One way that Lee is actively seeking to become a bigger part of the community is his work with child fitness programs. In addition to being a host at past Mayor’s Fitness Field Days, he recently launched a child fitness program at Karisma. As with his other programs, he sees child obesity as the symptom of deeper problems.
“You have to plant the seeds of a healthy lifestyle early,” Lee says. “I’m not saying everyone has to have a totally healthy, skinny child, but if you’re not teaching your child discipline and you think a candy bar is what will make them happy just because it shuts them up, that’s not good parenting.
“To watch how iPhones and iPads have become the inexpensive babysitter bothers me so much. Kids don’t know how to relate with each other. There’s a lot more to life than just looking at a screen all the time. I say this because I was an unfocused child, and without the discipline I learned from martial arts, I would be dead or in jail now. It’s a very emotional issue for me. We’re in the very early stages of the program I would like to build, but my vision is to accommodate all children into classes so they can learn respect for each other.” The kids’ programs that Lee envisions are just part of his future plans.

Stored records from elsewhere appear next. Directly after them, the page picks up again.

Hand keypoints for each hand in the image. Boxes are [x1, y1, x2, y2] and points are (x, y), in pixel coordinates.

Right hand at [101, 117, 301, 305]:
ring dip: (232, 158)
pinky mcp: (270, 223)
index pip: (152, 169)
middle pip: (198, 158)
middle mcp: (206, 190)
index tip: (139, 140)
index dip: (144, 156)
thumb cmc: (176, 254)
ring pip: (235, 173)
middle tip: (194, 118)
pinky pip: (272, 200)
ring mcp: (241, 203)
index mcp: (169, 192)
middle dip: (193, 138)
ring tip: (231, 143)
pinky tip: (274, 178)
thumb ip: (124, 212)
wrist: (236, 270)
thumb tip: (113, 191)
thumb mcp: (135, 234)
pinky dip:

“I really feel like I’m about to turn a corner with what I’ve accomplished at Karisma,” he says. “I’d like to help as many people as possible on many different levels — weight loss, addictions, low self-esteem. I want to take Karisma’s philosophy and spread it further — speaking at schools, motivational speaking — doing things like I’m doing, just on a bigger scale.”
It’s been a long journey from that moment a decade ago when a little girl’s courage and resolve pointed the way to a new path for his life. Lee may have traded Armani suits for sweaty workout clothes, but he has also learned where true wealth resides and the incredible karmic dividends one receives from investing in the welfare of others.
“I’m so much happier now than I was 10 years ago,” he says. “It means so much more to me to know that I can give someone the gift of confidence than if I could give them a check for $50,000. Money can be lost, but that confidence can never be taken away.”